Southeast at Cardinal Mooney, 7 p.m.

Saint Stephen's at Out-of-Door Academy, 7 p.m.

Fort Myers Cypress Lake at Lemon Bay, 7 p.m.

Southern Lab (La.) at IMG Academy, 7 p.m.

Manatee at Palm Harbor University

Hillsborough Riverview at Riverview

North Port at Bayshore

Sarasota at Tampa Jesuit

Port Charlotte at Sebring

Brett isn’t merely the Panthers’ starting middle linebacker. He’s also their best player, with 97 tackles in four games. Opponents have double-teamed the 6-foot-3, 215 pounder. When that hasn’t worked, they’ve tried running the play away from him.

Still, the 16-year-old junior has maintained a nose for the football.

“He’s been very productive for us,” his dad said. In his ninth year at Bradenton Christian, Allan has coached Brett since the sixth grade, though Brett wasn’t allowed to play tackle football until the fifth.

Given his father’s background, it should have been expected Brett would adopt the sport. After a college career as a free safety at Trenton State College, Allan Gerber embraced a coach’s often nomadic life, with stops at the Virginia Military Institute, North Greenville University, Gardner-Webb University, Washington and Lee University, and North Carolina A&T.

“I sort of grew up in football and around the locker rooms,” Brett said. “The college players that my dad coached were my baby sitters and I was around it as long as I can remember. It’s a big deal in our family and it’s a big deal, especially in this area too.”

 

Dad freely admits his son, at 16, is a better player than he was at that age. But given the father-son dynamic, it’s logical to wonder whether Allan wears his coaching cap a little bit longer around Brett.

“We have to tread on a thin sheet of ice simply because it’s not fair to always be coached,” Allan said. “It’s not fair to him when we leave here to not be able to change hats.

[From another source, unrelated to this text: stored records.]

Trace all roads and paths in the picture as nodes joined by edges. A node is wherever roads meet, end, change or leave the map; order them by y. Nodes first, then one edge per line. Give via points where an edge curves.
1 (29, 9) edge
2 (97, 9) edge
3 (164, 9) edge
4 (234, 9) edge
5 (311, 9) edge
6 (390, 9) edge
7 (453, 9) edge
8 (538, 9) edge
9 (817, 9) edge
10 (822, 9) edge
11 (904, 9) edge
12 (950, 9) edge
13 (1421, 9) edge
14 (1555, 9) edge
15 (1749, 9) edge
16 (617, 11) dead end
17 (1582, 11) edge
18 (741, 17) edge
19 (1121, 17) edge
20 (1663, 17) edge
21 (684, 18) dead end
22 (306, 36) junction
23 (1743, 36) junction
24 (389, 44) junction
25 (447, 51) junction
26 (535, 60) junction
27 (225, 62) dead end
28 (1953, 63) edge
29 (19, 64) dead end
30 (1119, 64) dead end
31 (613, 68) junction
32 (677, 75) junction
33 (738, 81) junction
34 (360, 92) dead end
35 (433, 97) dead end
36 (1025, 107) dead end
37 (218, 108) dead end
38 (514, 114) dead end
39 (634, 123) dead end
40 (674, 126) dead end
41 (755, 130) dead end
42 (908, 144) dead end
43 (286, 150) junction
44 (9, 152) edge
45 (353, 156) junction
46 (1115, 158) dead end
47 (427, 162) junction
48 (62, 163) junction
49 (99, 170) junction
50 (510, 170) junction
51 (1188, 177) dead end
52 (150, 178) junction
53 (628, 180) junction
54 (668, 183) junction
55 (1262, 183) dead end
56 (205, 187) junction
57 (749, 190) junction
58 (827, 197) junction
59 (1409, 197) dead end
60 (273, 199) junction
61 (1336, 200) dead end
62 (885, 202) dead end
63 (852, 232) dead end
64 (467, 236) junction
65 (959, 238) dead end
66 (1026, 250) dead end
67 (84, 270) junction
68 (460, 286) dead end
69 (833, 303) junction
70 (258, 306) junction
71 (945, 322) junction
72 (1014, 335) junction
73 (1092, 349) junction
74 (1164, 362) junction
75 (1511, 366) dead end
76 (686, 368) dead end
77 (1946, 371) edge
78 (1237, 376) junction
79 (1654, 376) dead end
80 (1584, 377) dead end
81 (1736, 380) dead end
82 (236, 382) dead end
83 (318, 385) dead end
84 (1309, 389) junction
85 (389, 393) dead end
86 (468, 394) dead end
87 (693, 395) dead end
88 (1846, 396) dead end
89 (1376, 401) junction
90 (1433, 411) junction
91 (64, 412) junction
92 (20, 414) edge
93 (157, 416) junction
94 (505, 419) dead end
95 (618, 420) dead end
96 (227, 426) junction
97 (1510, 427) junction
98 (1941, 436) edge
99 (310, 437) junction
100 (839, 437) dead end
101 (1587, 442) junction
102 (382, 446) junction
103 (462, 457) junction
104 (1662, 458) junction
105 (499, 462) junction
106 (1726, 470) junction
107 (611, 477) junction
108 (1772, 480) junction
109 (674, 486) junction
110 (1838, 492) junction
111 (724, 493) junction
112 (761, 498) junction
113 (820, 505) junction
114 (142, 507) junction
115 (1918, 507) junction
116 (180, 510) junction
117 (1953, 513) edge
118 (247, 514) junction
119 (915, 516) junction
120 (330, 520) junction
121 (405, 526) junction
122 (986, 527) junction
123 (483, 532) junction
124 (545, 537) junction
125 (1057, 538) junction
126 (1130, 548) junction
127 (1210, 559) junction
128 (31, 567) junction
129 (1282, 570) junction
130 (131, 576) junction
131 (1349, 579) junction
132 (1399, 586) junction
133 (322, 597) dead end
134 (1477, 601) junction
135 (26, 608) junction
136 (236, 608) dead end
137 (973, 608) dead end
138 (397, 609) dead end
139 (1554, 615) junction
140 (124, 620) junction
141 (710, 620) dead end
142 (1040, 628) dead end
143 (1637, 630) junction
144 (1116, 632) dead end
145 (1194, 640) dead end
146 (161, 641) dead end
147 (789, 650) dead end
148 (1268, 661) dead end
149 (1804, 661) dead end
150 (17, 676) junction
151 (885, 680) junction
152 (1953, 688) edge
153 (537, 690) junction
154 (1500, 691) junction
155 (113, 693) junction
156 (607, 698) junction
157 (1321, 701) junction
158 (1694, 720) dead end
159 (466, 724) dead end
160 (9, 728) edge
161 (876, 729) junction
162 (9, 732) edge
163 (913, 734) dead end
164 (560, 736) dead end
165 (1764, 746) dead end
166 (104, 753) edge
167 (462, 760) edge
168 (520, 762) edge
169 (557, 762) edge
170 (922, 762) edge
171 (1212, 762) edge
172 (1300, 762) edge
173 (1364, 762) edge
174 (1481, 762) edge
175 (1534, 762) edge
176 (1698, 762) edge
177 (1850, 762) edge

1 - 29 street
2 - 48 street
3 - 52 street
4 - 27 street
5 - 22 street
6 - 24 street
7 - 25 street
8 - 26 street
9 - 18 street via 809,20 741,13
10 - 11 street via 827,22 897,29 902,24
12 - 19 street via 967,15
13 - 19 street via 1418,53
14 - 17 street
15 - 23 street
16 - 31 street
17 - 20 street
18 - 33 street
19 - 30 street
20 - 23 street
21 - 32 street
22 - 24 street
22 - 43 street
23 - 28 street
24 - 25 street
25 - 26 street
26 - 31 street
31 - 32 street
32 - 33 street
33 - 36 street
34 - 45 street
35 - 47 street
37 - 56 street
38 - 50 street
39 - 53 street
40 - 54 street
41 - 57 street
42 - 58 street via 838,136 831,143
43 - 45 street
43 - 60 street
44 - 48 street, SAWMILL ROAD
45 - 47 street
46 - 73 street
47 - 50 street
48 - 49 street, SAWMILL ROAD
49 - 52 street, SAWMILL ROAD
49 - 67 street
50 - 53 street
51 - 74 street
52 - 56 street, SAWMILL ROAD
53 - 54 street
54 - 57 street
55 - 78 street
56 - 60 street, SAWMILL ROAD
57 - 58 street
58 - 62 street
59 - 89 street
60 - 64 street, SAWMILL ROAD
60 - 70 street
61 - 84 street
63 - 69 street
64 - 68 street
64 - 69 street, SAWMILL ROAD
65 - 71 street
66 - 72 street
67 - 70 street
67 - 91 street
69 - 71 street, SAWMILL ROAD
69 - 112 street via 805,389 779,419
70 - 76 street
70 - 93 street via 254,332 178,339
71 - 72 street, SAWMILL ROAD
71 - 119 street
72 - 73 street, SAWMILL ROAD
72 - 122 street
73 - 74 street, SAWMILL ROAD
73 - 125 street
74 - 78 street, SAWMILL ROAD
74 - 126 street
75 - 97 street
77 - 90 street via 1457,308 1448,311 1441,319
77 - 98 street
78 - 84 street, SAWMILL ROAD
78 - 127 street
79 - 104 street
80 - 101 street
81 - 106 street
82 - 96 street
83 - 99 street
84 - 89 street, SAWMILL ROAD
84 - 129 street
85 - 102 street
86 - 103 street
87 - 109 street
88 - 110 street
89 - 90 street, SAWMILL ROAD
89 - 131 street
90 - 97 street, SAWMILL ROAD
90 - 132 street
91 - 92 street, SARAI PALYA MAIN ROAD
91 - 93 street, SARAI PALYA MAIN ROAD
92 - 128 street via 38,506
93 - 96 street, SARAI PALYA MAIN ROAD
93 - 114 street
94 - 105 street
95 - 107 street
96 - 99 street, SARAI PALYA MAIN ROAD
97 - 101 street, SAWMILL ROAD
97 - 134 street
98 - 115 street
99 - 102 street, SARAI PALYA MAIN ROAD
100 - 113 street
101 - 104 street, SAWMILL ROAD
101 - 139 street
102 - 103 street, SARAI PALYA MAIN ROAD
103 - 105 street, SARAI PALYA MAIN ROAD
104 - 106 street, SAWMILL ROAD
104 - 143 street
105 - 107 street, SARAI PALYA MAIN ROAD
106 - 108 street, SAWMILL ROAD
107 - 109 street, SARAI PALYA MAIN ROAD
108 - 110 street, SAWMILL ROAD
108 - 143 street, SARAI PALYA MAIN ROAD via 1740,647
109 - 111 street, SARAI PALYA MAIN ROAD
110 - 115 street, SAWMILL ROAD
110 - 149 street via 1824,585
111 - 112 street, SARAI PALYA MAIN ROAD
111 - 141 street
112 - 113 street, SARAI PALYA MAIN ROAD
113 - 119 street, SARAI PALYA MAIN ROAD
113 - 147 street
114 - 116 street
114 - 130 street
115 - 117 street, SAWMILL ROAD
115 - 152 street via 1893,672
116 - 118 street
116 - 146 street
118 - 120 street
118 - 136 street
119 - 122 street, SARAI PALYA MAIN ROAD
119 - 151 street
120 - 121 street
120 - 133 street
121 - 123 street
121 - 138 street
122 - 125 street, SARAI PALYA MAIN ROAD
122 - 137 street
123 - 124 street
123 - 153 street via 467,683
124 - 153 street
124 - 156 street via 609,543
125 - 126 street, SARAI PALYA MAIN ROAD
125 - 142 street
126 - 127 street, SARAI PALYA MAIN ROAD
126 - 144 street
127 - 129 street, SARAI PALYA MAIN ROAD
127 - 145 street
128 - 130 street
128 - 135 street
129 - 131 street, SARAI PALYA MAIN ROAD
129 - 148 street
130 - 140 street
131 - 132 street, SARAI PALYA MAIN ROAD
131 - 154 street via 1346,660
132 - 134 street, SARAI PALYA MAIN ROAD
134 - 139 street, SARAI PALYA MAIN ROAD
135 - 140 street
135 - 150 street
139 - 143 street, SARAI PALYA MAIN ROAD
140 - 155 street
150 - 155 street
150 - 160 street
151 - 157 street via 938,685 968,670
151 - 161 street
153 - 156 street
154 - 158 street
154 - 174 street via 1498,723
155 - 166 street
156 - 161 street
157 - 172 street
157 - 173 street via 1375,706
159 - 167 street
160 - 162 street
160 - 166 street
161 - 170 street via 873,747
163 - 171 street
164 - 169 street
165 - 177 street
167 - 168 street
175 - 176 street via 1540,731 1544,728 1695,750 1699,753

“But at the end of the day, because it’s important for him to have success and to play at a high level, it really does never end. His mother does a great job of keeping score and keeping us in a sense of calm at home. We have a nice little set-up from the standpoint of when to unplug and when to re-plug.”

The younger Gerber is mature far beyond his years. Before the Panthers won their first game of the season last Friday, Brett admitted to a sense of frustration, but offered the refrain of a true team leader.

“You can’t go around pointing fingers,” he said, “you can only point a thumb and you got to say ‘how can I do my job better? How can I help my teammates and lift up everybody around me?’ That’s what I’m working on personally.”

Both Allan and his wife, Bethany, the director of enrichment at Bradenton Christian, have stressed academics, but with Brett, the results are off the charts.

His transcripts reflect nothing but A’s. He’s also a member of Mensa, the largest and oldest high IQ society in the world. To be a member, one must score worldwide in the 98th percentile or higher on an approved IQ test.

 

“It didn’t change my life or anything,” he said. “It’s cool to be able to be in that group. It was fun for me to be able to do that.”

Brett also scored a 39 on the Wonderlic Cognitive Ability Test, given to incoming NFL players. The Giants’ Eli Manning recorded a 39. A perfect score is 50, accomplished only once, by former Bengal and Harvard graduate Pat McInally.

This summer, Brett attended football camps at Harvard and Yale. In the spring, South Florida offered him a scholarship. Though he’s considering pre-med, he is sure that no matter the college, football will be a part.

“That’s the one point that is definitely firm,” he said. “I know a pre-med major is going to be a whole lot more difficult than some others you can take.

“There are definitely some decisions to make. Over the next year and a half, I’ll have a lot on my mind. It’s going to be academics versus athletics and where I can do both and where can I have the best experience and leave the best legacy.”

At Bradenton Christian, Brett Gerber is doing just that.